Brand marketers, most notably in the social media realm, will probably begin taking note if they haven't already.
Social practitioners want a financially healthy Twitter because of the platform's truly unique way of building brands through real-time tweets that react to the buzzy developments of the day. Asking a brand CFO to spend more on Twitter marketing doesn't get easier when he or she is reading bad news from the street.
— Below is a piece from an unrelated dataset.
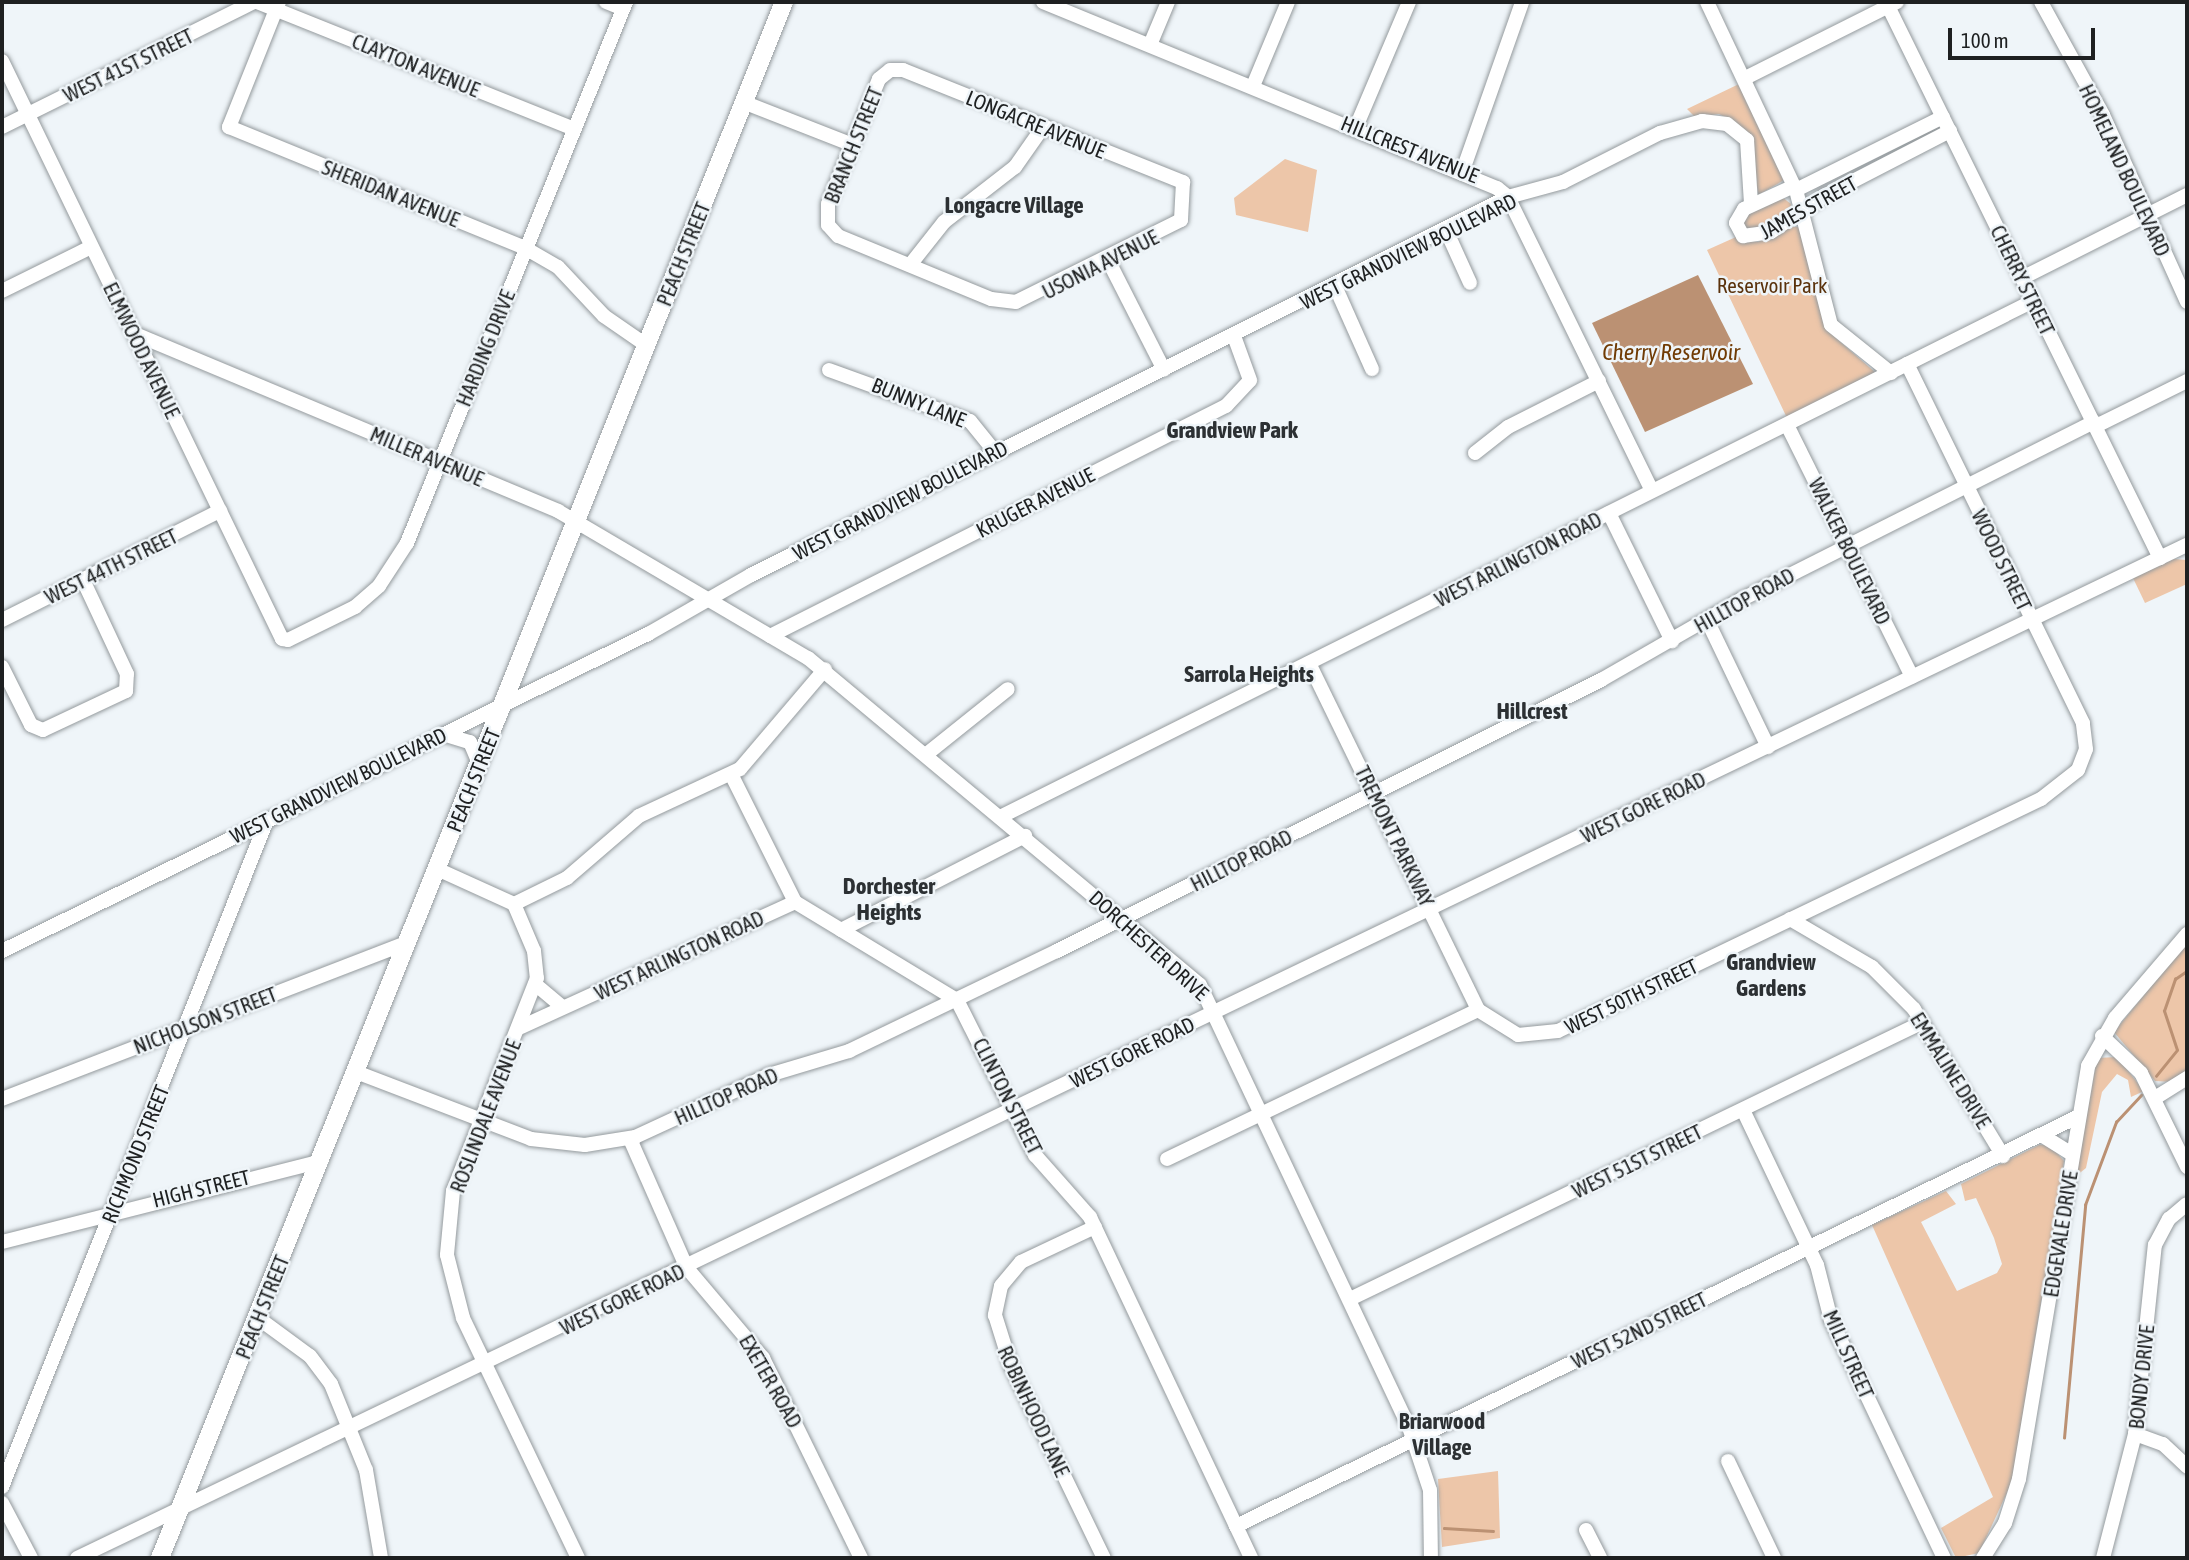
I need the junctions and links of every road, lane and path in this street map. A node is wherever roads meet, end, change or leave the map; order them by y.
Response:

Twitter's ability to develop more advertising and marketing products is hugely important to all involved. If the narrative about the San Francisco tech player's falling stock price builds much further, it's not going to help Twitter compete for the kind of talent it needs to build those marketing-tech products when recruiting against the likes of Facebook, Facebook-owned Instagram, Snapchat, Pinterest and other platforms with cash to burn.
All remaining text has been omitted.